(Collected data entries)

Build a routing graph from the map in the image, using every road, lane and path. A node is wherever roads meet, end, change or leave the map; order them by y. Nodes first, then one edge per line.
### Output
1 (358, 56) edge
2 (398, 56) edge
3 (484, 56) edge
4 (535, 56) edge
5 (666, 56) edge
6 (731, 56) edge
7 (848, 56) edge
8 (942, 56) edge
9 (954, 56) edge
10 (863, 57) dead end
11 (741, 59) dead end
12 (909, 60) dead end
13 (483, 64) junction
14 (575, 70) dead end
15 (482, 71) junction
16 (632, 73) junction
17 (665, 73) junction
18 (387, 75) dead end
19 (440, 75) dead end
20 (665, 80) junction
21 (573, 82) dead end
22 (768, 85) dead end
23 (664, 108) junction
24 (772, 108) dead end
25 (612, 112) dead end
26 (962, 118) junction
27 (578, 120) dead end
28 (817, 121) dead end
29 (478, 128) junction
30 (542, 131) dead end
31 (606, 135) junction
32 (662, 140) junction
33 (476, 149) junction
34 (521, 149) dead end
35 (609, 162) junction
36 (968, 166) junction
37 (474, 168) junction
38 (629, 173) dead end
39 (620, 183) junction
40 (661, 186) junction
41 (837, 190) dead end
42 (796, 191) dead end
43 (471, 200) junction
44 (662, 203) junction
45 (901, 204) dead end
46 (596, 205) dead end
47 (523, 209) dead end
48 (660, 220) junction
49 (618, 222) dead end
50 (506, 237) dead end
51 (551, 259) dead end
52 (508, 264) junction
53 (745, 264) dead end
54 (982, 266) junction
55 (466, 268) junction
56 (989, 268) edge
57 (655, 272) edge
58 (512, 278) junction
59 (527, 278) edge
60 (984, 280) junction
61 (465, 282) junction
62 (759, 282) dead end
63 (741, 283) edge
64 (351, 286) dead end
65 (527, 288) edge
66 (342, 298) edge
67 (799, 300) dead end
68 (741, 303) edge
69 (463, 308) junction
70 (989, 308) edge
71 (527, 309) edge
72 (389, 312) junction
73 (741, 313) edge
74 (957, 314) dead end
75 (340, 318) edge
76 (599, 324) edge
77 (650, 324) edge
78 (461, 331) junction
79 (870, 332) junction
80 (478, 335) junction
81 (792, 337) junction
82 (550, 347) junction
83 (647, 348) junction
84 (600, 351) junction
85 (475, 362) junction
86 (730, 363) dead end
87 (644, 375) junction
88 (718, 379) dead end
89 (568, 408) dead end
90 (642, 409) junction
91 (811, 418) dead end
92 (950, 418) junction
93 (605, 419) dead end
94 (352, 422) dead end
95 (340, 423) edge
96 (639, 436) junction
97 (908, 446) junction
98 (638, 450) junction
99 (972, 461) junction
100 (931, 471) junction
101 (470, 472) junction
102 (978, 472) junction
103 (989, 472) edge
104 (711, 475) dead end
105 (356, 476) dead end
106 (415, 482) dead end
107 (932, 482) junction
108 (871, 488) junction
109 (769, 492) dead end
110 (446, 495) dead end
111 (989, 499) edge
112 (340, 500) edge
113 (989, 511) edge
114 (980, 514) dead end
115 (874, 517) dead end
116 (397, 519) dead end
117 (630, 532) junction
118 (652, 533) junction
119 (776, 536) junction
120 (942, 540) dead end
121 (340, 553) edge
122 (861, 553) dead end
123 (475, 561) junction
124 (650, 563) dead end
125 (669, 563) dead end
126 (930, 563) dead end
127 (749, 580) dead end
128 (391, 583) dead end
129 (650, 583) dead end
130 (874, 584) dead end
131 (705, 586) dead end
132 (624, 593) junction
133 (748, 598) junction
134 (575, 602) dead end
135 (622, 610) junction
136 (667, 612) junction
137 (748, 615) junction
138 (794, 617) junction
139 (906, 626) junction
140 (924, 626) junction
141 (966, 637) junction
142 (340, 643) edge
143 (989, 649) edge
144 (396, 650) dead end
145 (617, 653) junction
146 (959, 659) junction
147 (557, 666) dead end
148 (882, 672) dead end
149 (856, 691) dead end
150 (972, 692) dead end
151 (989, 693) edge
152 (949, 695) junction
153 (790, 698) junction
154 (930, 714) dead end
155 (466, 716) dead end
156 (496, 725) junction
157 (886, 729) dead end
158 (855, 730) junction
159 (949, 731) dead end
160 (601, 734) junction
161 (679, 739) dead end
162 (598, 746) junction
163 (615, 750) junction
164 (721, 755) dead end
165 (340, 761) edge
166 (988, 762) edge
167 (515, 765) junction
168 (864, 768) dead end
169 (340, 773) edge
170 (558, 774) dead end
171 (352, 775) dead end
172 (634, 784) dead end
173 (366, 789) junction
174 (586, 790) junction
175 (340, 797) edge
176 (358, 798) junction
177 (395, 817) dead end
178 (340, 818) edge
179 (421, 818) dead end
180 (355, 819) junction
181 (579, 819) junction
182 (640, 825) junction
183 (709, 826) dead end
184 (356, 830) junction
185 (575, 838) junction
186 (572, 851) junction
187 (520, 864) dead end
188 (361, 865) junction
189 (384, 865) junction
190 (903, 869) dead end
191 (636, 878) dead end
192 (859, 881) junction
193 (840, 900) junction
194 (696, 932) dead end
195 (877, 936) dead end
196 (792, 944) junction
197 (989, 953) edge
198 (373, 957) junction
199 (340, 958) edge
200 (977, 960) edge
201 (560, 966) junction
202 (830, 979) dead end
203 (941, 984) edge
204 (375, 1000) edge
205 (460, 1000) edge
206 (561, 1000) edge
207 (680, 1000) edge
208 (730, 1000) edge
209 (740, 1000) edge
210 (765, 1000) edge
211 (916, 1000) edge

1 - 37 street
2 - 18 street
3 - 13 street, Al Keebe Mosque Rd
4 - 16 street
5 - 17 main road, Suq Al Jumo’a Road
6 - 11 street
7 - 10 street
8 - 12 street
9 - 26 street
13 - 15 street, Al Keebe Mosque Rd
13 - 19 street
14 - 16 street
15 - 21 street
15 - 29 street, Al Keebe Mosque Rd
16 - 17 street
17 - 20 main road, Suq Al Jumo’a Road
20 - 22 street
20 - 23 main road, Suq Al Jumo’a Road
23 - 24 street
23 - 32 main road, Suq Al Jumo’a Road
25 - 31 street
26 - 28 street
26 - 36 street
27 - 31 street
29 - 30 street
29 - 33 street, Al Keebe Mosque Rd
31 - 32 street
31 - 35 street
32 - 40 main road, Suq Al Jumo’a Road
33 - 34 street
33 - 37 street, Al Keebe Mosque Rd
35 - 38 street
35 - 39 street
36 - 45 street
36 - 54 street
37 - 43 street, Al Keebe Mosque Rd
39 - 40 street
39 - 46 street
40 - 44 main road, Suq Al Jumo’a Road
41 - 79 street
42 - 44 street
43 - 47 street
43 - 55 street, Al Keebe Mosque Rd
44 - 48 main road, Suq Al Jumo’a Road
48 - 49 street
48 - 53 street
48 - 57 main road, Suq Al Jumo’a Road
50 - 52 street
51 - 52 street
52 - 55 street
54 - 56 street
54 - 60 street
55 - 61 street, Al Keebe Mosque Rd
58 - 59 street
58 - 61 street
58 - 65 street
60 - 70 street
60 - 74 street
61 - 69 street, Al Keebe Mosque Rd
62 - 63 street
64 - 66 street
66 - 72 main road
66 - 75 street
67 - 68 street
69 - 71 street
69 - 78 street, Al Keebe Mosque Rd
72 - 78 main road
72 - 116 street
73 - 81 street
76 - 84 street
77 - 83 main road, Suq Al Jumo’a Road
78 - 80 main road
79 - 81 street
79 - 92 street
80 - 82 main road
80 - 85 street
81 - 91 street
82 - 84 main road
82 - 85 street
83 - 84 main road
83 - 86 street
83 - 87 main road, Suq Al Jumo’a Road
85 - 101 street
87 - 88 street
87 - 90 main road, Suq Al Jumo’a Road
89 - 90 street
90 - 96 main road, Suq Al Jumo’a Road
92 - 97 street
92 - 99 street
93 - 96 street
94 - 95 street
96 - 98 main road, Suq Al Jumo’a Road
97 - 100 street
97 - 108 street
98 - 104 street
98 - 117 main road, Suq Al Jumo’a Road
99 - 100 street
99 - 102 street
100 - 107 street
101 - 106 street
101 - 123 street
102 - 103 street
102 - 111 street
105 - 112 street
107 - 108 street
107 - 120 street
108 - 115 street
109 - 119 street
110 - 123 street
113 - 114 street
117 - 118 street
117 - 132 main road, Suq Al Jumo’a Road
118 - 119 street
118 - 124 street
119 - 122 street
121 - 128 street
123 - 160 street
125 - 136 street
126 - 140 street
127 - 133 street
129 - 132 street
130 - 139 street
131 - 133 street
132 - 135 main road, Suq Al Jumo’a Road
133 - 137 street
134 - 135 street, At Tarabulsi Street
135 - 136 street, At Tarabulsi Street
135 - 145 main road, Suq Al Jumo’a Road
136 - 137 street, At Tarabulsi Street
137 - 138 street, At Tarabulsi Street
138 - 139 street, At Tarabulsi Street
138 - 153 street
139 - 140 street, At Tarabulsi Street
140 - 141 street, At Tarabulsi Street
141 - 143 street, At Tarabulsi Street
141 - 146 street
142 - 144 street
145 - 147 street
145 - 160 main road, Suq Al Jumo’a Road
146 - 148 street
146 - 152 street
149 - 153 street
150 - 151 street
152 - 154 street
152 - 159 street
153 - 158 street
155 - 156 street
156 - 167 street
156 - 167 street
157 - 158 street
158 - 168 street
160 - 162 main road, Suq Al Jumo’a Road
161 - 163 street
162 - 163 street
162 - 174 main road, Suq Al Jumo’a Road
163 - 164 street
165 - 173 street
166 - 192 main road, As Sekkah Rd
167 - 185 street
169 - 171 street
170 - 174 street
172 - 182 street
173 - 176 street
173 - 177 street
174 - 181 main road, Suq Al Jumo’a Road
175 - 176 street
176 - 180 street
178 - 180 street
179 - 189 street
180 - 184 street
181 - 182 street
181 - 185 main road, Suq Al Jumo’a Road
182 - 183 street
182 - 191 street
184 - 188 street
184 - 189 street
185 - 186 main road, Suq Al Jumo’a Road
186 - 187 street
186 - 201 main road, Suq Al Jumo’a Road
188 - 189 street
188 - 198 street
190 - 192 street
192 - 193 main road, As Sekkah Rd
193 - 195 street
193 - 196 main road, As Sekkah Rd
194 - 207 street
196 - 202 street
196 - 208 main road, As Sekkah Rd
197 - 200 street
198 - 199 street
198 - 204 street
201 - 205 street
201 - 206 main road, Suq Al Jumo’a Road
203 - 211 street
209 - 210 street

*YOUR OBJECTIVE*:
Where a line of the records holds the word "Keebe", copy that line.

*EXERCISE RESULT*:
3 - 13 street, Al Keebe Mosque Rd
13 - 15 street, Al Keebe Mosque Rd
15 - 29 street, Al Keebe Mosque Rd
29 - 33 street, Al Keebe Mosque Rd
33 - 37 street, Al Keebe Mosque Rd
37 - 43 street, Al Keebe Mosque Rd
43 - 55 street, Al Keebe Mosque Rd
55 - 61 street, Al Keebe Mosque Rd
61 - 69 street, Al Keebe Mosque Rd
69 - 78 street, Al Keebe Mosque Rd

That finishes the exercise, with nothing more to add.